Dataset entries:
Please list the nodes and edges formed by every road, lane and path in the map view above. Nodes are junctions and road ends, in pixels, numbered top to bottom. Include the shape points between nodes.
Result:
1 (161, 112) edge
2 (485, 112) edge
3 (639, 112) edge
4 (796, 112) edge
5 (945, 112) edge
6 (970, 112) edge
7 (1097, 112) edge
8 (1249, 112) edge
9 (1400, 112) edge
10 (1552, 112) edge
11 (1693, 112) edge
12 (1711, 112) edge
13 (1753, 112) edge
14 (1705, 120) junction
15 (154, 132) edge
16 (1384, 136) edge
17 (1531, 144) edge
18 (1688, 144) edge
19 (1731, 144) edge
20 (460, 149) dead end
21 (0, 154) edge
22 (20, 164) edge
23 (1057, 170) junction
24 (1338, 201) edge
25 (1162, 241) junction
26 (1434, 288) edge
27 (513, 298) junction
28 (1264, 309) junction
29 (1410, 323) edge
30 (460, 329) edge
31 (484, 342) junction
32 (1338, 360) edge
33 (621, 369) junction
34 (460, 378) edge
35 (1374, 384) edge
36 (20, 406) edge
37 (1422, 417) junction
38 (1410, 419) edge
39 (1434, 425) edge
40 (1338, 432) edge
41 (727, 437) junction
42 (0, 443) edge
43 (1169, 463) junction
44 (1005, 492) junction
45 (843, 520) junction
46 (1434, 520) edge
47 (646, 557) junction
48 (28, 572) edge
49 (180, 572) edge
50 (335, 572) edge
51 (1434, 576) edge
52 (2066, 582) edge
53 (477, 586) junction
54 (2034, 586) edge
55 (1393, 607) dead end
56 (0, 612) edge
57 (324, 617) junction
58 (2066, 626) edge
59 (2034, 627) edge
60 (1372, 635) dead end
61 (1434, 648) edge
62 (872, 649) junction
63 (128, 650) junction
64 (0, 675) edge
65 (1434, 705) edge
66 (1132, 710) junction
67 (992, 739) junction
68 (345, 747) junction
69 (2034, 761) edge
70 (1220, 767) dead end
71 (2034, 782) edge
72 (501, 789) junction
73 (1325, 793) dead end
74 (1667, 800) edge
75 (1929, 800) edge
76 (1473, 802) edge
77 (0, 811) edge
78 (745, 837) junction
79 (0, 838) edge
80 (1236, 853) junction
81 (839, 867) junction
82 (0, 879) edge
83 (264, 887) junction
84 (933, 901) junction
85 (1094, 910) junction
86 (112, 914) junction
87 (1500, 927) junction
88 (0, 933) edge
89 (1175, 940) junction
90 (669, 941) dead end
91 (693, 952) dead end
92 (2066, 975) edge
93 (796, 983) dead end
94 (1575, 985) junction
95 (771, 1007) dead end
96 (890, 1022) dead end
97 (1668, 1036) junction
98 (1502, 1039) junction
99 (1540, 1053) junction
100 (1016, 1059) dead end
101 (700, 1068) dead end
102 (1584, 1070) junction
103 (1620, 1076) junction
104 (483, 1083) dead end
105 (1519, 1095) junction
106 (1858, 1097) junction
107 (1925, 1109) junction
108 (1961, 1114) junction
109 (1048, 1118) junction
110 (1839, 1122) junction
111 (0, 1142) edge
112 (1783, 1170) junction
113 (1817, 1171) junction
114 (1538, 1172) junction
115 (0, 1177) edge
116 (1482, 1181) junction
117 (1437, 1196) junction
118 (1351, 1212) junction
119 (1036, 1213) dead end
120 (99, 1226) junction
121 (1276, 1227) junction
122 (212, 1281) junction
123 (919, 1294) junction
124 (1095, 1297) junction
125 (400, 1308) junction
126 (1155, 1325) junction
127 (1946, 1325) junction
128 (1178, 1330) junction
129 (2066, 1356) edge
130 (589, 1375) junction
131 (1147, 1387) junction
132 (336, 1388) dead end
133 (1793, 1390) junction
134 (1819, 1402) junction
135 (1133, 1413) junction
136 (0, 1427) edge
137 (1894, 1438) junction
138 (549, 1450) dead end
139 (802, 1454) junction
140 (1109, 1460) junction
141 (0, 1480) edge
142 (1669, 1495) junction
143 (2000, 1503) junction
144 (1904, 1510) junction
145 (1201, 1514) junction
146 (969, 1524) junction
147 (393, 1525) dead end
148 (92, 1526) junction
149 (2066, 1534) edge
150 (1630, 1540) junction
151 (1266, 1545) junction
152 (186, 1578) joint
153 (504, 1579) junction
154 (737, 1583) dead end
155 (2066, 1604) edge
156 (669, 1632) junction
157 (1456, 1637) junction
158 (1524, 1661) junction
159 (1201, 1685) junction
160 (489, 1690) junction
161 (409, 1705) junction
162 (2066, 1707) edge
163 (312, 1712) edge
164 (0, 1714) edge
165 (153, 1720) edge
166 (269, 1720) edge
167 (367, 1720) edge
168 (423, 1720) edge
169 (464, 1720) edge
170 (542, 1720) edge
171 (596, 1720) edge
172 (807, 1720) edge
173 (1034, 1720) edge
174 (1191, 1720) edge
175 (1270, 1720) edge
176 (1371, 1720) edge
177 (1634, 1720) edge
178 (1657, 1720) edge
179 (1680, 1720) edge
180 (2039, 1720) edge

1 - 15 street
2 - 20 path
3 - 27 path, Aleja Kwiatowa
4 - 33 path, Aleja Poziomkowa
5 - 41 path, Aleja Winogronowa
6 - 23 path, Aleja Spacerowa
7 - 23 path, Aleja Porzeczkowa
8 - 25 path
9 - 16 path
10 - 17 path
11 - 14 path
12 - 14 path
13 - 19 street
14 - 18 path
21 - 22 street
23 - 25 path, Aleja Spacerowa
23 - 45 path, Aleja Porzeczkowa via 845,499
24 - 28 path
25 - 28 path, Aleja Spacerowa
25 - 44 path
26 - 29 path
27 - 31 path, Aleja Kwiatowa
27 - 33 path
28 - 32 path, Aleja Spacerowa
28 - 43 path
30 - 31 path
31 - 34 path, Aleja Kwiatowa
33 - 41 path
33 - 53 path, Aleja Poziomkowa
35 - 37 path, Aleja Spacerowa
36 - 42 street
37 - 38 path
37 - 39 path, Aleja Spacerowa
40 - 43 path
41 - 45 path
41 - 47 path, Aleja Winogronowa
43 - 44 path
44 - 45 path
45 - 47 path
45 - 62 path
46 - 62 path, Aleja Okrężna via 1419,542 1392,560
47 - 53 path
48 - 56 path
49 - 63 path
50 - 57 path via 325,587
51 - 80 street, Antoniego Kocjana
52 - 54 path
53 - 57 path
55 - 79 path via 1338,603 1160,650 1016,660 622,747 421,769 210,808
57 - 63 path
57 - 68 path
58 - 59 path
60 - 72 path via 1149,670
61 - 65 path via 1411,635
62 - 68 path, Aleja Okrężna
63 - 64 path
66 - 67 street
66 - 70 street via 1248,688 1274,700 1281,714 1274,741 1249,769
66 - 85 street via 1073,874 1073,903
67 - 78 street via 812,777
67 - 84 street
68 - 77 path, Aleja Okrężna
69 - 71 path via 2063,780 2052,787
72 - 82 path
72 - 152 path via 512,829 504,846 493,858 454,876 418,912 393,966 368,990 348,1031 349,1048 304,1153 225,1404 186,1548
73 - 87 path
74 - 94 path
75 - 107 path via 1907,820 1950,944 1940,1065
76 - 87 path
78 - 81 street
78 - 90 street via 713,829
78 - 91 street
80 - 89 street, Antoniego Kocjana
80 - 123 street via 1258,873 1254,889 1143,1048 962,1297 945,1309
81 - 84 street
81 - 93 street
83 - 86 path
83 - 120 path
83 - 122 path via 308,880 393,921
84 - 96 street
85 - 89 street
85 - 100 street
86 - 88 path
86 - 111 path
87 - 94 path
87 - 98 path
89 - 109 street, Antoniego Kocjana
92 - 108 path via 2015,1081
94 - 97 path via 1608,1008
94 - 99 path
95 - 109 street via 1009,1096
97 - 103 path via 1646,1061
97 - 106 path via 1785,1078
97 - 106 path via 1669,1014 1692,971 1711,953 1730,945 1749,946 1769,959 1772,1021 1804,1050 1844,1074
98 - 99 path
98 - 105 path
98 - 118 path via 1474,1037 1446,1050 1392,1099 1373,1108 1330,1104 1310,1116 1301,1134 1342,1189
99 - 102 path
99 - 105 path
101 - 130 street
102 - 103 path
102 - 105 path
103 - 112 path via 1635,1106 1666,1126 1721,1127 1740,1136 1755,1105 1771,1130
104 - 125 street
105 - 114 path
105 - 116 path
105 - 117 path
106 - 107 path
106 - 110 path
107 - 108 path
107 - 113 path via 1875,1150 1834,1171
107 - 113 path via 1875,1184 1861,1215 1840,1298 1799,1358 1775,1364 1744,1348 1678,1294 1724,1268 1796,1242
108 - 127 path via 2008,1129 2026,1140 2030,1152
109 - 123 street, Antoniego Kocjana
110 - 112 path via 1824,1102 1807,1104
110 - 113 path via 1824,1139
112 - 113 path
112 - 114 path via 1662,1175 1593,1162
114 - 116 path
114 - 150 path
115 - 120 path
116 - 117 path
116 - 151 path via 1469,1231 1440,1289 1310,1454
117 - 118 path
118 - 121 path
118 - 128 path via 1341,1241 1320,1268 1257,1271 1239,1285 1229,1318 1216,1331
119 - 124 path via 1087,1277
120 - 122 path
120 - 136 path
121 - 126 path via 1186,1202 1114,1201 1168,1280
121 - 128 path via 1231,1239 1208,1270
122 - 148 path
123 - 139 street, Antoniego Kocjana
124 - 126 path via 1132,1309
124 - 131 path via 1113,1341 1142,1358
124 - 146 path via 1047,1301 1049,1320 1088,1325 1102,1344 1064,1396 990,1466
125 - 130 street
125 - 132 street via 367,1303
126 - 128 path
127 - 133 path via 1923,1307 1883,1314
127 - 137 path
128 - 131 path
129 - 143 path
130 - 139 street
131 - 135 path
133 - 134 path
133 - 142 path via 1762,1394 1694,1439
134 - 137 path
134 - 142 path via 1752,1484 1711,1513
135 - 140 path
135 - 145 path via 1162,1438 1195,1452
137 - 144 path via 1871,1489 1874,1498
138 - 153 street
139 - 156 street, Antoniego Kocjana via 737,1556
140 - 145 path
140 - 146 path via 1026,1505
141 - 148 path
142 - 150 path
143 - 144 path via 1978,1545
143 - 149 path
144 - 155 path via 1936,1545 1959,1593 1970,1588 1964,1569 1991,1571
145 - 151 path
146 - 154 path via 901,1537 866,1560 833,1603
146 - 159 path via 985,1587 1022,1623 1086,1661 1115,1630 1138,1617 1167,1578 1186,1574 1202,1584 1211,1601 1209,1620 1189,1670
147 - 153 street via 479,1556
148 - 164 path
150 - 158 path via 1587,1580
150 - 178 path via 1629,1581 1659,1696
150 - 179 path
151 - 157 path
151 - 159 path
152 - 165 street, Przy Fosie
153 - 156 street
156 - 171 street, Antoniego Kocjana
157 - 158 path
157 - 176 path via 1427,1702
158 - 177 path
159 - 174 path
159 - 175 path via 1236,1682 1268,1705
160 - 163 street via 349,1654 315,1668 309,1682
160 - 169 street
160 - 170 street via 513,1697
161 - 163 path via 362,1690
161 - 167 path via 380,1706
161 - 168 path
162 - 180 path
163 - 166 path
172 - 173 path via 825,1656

About this exercise. Look through the records above and please copy every line in which the string "Poziomkowa" occurs.

Response box.
4 - 33 path, Aleja Poziomkowa
33 - 53 path, Aleja Poziomkowa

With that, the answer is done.